When I got this book, the reviews on the back (because god forbid we have synopses anymore) led me to believe that it was a psychology book exploring the relationship between Bram Stoker’s Dracula and parent-child sexual abuse. Indeed, many of his arguments on the basis of literary analysis are interesting, and I see Daniel Lapin’s point in interpreting the text as a subconscious reflection of childhood incest (I am under the impression that I have now, at the one-third point, read the bulk of the genuine literary analysis, so I dont’t believe that I’m missing anything there as I discontinue my reading of it). However, the thesis of the book is wildly different from what I was led to believe, and is the reason I will not be finishing it.

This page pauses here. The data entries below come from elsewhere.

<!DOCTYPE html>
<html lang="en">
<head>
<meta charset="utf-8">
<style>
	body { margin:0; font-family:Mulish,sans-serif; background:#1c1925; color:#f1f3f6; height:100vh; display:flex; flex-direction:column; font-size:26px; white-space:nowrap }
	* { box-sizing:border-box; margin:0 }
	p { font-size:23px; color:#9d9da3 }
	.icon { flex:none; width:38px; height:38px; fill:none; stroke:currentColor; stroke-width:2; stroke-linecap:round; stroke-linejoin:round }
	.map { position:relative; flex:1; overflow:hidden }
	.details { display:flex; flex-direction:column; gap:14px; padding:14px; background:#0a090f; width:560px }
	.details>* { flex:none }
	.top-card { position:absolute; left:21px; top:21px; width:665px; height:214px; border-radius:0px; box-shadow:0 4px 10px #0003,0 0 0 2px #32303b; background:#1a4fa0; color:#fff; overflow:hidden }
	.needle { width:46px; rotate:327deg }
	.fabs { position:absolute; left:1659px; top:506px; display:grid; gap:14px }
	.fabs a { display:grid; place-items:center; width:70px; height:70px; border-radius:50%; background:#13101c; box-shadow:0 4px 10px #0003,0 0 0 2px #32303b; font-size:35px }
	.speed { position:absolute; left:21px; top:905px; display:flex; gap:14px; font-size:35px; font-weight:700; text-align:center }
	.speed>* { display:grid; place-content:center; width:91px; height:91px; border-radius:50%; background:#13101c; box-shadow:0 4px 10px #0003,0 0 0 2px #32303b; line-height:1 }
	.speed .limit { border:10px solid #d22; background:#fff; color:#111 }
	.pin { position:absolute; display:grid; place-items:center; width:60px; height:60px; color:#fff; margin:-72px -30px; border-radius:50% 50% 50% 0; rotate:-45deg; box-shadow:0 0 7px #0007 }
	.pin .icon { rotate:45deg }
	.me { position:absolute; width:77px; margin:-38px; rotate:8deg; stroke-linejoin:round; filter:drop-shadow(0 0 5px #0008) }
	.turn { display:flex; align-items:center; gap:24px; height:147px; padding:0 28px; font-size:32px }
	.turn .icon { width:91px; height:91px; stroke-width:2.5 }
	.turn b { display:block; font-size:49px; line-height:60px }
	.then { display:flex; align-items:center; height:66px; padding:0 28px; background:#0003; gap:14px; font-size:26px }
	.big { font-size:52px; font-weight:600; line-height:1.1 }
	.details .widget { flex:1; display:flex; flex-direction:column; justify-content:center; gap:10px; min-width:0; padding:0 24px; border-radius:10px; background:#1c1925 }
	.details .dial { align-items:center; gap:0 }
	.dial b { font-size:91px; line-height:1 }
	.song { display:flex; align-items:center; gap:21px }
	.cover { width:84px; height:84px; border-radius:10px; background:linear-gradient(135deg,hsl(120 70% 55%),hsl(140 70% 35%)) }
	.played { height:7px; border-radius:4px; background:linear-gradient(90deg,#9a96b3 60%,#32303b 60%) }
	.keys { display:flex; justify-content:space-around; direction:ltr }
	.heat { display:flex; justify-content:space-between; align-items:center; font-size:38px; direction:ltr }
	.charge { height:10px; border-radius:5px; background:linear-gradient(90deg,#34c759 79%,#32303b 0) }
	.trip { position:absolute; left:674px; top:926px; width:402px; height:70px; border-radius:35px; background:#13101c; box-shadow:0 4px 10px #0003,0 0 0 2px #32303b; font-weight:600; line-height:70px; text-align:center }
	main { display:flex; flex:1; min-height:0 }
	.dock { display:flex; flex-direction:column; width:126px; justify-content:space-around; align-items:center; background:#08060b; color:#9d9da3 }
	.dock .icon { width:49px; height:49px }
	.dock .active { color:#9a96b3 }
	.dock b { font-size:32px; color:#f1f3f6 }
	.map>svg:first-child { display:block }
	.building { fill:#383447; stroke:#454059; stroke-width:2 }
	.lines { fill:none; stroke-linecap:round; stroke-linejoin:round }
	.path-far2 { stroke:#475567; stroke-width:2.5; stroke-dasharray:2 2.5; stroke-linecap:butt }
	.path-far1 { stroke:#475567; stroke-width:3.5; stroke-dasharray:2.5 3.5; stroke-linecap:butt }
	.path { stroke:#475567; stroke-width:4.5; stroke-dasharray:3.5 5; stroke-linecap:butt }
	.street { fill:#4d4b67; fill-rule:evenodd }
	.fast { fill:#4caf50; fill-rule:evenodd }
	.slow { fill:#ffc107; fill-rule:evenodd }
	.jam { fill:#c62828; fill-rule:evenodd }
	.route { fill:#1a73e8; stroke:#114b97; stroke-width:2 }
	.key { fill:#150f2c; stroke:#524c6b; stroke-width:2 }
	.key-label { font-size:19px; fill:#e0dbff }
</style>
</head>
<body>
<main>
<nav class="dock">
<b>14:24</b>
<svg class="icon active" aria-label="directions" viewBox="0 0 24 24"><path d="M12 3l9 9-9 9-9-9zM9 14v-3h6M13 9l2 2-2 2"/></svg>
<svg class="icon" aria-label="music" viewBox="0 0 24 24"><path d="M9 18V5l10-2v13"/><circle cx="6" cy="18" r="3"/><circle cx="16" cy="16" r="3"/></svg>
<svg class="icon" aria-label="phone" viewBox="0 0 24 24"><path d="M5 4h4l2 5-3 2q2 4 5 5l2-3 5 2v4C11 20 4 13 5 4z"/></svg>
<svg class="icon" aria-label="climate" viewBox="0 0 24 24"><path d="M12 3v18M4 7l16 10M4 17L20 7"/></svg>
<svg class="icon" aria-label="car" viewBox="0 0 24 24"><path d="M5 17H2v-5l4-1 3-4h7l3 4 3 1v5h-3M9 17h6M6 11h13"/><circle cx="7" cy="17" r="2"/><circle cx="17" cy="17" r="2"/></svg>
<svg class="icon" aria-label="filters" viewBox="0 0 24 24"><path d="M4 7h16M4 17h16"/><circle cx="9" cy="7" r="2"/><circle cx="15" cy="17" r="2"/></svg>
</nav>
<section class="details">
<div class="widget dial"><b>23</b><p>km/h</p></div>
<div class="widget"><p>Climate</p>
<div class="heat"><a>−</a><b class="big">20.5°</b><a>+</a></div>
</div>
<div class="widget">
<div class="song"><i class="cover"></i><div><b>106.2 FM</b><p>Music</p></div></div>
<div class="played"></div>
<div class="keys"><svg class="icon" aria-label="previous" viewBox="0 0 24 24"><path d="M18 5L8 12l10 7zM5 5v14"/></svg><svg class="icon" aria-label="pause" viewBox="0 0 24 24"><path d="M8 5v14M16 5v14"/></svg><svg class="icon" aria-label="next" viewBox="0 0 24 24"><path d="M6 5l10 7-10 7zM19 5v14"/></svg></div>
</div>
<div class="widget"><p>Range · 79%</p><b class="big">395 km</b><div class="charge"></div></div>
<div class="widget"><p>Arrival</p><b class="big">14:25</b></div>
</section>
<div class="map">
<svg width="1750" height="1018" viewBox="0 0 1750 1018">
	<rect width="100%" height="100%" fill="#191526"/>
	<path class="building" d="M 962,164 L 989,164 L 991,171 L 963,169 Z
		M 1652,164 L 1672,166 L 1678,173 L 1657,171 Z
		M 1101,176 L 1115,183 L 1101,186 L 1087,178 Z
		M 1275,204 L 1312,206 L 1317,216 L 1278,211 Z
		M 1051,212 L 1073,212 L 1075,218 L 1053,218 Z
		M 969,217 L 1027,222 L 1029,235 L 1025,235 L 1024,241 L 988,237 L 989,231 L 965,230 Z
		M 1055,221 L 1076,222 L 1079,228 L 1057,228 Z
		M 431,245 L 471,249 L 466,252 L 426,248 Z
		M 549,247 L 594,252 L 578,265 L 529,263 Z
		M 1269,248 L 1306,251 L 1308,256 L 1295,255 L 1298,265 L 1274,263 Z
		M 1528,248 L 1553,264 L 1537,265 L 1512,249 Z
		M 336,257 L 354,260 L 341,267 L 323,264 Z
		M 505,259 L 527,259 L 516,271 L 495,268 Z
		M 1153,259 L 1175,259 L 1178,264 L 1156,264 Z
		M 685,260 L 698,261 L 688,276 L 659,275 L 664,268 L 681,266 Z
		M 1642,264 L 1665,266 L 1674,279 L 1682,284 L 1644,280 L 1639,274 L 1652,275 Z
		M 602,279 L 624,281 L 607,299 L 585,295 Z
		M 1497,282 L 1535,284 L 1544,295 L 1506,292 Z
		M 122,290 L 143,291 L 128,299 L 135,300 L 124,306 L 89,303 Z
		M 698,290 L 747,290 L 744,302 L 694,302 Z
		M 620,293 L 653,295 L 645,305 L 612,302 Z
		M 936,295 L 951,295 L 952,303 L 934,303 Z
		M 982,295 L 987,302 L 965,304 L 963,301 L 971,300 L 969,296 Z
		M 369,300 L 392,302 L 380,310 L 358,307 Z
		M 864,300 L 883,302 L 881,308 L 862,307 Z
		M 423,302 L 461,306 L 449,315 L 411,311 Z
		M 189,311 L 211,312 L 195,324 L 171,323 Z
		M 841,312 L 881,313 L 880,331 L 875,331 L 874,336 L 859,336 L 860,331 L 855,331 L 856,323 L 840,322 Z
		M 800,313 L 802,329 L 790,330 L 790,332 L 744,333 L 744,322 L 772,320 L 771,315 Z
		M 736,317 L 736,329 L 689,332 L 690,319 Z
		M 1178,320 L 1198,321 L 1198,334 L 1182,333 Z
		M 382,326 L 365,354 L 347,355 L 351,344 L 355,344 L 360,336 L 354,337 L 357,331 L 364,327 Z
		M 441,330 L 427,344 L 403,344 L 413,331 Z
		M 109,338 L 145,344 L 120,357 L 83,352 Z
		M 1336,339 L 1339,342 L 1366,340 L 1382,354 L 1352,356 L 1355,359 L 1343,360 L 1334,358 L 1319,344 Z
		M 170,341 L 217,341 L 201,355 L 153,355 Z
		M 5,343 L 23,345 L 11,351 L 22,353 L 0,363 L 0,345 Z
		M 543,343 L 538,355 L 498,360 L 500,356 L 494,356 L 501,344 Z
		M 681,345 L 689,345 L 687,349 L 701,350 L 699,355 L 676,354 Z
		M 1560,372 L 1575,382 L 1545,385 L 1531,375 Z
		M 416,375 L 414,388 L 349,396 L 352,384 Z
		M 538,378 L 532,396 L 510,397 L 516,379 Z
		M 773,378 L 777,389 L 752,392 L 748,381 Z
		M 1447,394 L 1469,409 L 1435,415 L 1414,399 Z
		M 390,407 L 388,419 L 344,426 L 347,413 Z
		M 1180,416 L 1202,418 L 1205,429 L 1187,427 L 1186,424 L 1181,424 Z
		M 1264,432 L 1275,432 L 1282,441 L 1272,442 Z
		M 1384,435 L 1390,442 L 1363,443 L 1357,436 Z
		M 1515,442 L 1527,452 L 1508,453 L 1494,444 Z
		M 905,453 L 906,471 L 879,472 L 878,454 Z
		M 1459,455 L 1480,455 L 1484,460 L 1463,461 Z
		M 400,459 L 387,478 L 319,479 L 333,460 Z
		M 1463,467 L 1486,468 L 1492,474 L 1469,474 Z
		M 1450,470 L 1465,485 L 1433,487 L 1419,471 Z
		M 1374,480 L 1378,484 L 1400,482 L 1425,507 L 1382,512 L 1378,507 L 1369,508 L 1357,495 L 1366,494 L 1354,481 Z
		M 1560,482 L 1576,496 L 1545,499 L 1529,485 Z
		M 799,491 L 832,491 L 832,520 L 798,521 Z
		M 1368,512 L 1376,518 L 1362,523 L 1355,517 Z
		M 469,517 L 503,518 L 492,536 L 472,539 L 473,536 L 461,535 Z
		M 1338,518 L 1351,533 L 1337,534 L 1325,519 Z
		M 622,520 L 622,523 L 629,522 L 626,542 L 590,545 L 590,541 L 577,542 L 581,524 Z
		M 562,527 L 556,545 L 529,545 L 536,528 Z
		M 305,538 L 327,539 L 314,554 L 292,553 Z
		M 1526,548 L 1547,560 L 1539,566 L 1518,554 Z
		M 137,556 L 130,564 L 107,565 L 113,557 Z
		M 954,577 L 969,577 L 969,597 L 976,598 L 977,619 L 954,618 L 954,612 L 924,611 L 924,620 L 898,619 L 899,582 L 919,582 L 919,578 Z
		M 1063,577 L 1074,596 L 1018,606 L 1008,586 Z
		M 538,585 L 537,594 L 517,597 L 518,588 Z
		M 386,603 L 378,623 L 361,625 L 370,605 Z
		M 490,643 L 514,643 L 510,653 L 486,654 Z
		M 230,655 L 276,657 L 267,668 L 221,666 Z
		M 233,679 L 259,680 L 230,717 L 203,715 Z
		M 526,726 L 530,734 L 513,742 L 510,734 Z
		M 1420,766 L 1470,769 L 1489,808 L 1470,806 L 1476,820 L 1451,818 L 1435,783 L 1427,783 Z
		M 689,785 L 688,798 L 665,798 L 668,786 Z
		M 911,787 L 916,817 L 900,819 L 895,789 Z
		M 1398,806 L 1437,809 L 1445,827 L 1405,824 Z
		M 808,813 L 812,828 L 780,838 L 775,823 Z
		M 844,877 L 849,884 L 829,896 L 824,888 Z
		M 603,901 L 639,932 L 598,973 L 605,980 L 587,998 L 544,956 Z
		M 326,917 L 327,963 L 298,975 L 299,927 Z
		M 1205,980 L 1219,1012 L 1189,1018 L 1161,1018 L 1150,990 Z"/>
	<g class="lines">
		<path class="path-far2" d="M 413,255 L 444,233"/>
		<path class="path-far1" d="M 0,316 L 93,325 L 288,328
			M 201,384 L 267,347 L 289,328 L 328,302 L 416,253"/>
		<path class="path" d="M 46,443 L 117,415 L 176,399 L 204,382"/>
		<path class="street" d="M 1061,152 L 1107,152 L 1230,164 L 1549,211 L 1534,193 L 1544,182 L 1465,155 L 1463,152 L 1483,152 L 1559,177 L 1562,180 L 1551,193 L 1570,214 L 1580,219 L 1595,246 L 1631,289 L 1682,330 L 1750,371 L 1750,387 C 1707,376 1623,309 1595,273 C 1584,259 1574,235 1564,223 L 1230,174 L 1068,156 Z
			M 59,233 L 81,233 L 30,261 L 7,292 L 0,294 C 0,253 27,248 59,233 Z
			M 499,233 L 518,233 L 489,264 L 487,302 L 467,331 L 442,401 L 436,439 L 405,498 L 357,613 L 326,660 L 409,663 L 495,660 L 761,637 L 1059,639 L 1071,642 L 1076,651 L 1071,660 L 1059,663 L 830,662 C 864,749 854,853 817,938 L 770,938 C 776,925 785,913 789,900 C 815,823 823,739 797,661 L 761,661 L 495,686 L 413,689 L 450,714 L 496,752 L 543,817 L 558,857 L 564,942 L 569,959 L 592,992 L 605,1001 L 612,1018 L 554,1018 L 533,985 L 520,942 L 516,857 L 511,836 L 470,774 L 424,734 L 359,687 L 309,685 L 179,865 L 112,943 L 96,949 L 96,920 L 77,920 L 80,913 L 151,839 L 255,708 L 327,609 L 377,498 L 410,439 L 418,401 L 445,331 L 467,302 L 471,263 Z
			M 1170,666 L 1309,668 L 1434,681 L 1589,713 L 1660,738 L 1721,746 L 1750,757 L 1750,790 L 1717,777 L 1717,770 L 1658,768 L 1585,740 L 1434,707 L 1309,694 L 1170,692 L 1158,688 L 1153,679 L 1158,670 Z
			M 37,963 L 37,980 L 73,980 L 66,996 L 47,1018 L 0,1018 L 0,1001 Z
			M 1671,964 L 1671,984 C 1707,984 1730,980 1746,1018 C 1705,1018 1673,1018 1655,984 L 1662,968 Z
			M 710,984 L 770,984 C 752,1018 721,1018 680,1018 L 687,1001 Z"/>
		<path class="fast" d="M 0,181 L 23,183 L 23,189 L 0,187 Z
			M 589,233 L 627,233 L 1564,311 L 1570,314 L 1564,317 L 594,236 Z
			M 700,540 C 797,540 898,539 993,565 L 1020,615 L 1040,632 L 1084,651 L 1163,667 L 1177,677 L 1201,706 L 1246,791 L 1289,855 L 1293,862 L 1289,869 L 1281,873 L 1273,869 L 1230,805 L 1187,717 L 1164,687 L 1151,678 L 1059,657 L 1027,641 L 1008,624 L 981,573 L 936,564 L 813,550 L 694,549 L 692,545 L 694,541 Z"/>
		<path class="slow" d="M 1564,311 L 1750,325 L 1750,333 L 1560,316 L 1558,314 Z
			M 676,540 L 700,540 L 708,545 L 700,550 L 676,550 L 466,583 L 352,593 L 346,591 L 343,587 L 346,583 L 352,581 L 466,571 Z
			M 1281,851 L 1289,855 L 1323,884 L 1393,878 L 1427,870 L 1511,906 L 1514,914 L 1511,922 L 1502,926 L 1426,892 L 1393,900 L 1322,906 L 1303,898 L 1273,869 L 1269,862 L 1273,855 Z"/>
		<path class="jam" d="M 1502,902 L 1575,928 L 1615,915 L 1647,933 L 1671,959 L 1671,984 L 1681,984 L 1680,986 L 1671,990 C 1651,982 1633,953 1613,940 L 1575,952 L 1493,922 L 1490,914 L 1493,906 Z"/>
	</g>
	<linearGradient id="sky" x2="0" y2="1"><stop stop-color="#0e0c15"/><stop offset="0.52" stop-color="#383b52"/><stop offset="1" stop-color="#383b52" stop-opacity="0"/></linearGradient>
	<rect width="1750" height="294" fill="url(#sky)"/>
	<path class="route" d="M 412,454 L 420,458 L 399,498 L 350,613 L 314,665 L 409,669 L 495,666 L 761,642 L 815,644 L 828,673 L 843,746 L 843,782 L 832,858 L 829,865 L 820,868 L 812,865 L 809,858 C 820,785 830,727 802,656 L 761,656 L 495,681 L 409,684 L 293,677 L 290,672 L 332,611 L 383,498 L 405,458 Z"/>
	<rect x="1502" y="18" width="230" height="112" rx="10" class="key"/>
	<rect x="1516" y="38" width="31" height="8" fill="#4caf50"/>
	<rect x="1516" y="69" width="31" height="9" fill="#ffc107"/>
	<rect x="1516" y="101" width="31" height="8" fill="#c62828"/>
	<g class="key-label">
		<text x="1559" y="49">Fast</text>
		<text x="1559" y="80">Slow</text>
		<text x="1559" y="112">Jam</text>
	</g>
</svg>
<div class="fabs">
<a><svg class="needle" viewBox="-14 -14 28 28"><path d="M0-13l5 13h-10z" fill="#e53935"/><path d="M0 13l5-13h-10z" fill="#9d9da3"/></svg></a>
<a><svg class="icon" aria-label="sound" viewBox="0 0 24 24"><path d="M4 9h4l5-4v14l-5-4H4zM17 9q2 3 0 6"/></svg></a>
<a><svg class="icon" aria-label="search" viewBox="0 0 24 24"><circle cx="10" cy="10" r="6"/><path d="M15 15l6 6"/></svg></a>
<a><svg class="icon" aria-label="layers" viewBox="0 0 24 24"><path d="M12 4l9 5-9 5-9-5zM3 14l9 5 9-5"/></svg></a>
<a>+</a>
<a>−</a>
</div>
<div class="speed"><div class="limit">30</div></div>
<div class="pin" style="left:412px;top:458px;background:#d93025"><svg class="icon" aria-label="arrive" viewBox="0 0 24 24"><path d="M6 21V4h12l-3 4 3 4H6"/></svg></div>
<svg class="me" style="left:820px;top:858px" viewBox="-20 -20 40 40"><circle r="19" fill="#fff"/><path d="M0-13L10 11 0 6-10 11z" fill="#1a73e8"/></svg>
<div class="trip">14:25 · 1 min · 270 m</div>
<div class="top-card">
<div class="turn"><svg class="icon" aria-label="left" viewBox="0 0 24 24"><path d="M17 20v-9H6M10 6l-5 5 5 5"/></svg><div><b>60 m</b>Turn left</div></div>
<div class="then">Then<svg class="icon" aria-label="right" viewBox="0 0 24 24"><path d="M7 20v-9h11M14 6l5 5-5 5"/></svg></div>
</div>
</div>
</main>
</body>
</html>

Lapin struggles to articulate his evidence, possibly due to the lack of evidence for it. I gave the book a fair chance, reading through chapter two where he claimed (in his introduction) to provide a defense against claims of his “insanity.” Finding his defense not only lacking but almost offensively weak, I have chosen not to waste my time further. Lapin, a psychologist based in California, claims through this book that “psychic vampires” are in fact literally real, and those vampires are feeding on people’s “psychic blood” via incestuous sexual abuse. He includes many anecdotes from several of his clients regarding their experience with early childhood sexual abuse, perpetrated particularly by their fathers, and it is seemingly around these clients that he builds his argument.

Unfortunately, his “argument” is not. Lapin fails to even adequately describe what psychic vampirism is until chapter two (a third of the way into the book), and his “evidence” for its existence hinges upon too many quotations from Dracula as to the “dangers” of disbelieving in vampires. In fact, he doesn’t actually provide evidence for vampires: his chapter devoted to the defense of his thesis (and his sanity) states, ultimately, that people do not believe in vampires because they don’t want to believe in vampires, and that we should “be open to the possibility that ‘there are such things as vampires; some of us have evidence that they exist’” (60). Again, no evidence is provided; we must instead have faith that the evidence exists, ambiguously so.

In any case, I did not find Lapin’s defense of his sanity to be compelling. Rather, he sounded more like a conspiracy theorist, an anti-intellectual pundit preaching without depth to back his claims. Supposedly the author holds a Ph.D., which is all the more disappointing. I will say that I did enjoy this literary analysis as it pertained to Dracula and would happily have read more on the topic; however, based on the chapter outline it doesn’t seem that there will be much more of that in the book, and his application of Stoker’s novel to real-life circumstances is both disorienting and appalling, especially given that his arguments rely so heavily upon a work of abject fiction (his use of quotations is striking and overwhelming). I believe Mr. Lapin might have found more success writing literary analysis than writing psychology, but c’est la vie.